Om in paarstemming te komen hebben de dieren nood aan een winterrust van 8 weken ( 20-25°C overdag, 15-20°C ’s nachts). Daarna zal het mannetje kopknikken en in haar nek bijten waarop soms een typische hagedissenparing volgt. Deze verloopt in onze ogen ruw en het duurt maar enkele seconden. De mannetjes hebben een hemipenis m.a.w. hun geslachtorgaan bestaat uit een linker- en een rechterdeel. Dit is handig omdat de vrouwelijke cloaca zich zowel links of rechts van de mannelijke cloaca kan bevinden. Als het mannetje te opdringerig is, en het vrouwtje mogelijk bevrucht, kun je hem beter verwijderen. Het bevruchte vrouwtje zal bij goede voedering dikker worden en je kunt de eieren al waarnemen als bulten in de onderbuik.
In minimum 10 cm vochtig zand wordt een ondiep hol gegraven waarin tot 30 eieren worden gelegd. Daarna maakt ze het hol terug goed dicht.

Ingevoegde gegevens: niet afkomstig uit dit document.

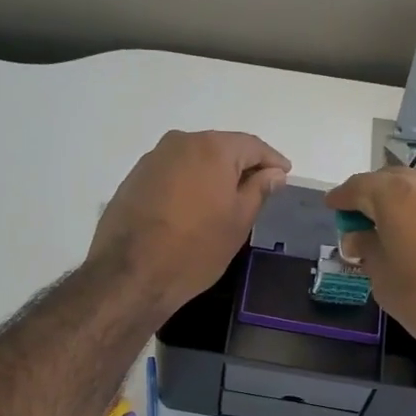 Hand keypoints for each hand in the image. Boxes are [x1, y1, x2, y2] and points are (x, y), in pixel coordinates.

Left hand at [90, 130, 290, 314]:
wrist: (131, 273)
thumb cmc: (196, 249)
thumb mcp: (239, 222)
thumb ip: (259, 190)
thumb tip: (273, 172)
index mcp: (213, 148)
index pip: (252, 146)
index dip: (272, 160)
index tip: (284, 174)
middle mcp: (181, 142)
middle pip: (221, 148)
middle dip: (241, 165)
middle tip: (258, 188)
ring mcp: (153, 158)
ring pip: (194, 159)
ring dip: (212, 174)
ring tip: (225, 199)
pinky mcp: (134, 178)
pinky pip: (173, 173)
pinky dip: (188, 183)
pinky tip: (193, 206)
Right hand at [323, 166, 415, 369]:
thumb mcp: (383, 279)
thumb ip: (367, 249)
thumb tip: (359, 237)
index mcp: (398, 194)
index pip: (358, 186)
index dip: (342, 199)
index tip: (331, 208)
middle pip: (390, 182)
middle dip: (371, 200)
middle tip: (358, 226)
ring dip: (400, 207)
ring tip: (390, 235)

Daarna moeten de eieren weggehaald worden. Bij het weghalen, zelfs als de eieren er meer dan 24 uur liggen, kan het wijfje agressief reageren (bijten in de vingers,…). Men mag de eieren nooit omdraaien omdat het embryo bij het draaien beschadigd raakt en afsterft. De eieren moeten uitgebroed worden bij 28°C-32°C waarbij de hogere temperaturen meer mannetjes oplevert, de lagere vooral vrouwtjes. Na 55 tot 75 dagen komen de 10 cm grote jongen uit. Dan dienen de jongen in groepjes in zo groot mogelijke terraria te worden gehuisvest. Bij te weinig ruimte en voedsel worden er tenen en staarten afgebeten. De jongen groeien snel, soms wel 2,5 cm per week! Elke dag moet er worden gesproeid omdat ze veel drinken. Na 9 maanden zijn ze al bijna volgroeiden en na 1 tot 2 jaar zijn ze geslachtsrijp.
(Nakweek)baardagamen zijn gemakkelijk tam te maken. Ze kunnen hun naam leren kennen en herkennen hun verzorgers. Bij het tam maken mag men het dier niet loslaten. Het vallen kan ernstige verwondingen veroorzaken maar tegelijk leren ze dat ze zo aan de aandacht kunnen ontsnappen. Ze zullen het de volgende keer weer doen waarna het moeilijk is om dit gedrag af te leren.
Deze hagedissen zijn niet te groot en goed tam te maken. Bovendien is de verzorging niet te moeilijk en is het leuk ze bezig te zien. Daarom zijn deze dieren ook geschikt voor beginners die het serieus menen. Ze zijn niet geschikt voor mensen die enkel voor de show een mini-draak willen houden.
*Agamen ( in het algemeen, niet specifiek de baardagamen) zijn de voorouders van kameleons en nog steeds zijn er enige gelijkenissen te zien. Ze hebben beide een dikke, vlezige tong maar bij de kameleon is deze zo lang als het lichaam en de staart samen, bij agamen is ze korter. Ook kunnen vele soorten agamen van kleur veranderen, wel iets minder dan de kameleons.
*Agamen worden vaak verward met één of andere leguanensoort. Een wetenschappelijk verschil zijn de tanden die bij agamen op de kaak liggen (acrodont) en bij leguanen ernaast (pleurodont).
* De pogona vitticeps is de meest bekende baardagame maar er zijn er nog andere: Pogona barbata, Pogona microlepidota, pogona minima, pogona minor, pogona mitchelli, pogona nullabor en de Pogona henrylawsoni. De barbata is ongeveer even groot als de vitticeps maar de rest is allemaal kleiner. Deze soorten worden zelden gehouden.
* Ze zijn rustig en goed handtam te krijgen, toch zijn het geen knuffeldieren. Enkele generaties terug leefden deze beestjes nog vrij en blij in de Outback. De aaibaarheidsfactor is trouwens niet echt hoog vanwege de ruwe huid en de stekels.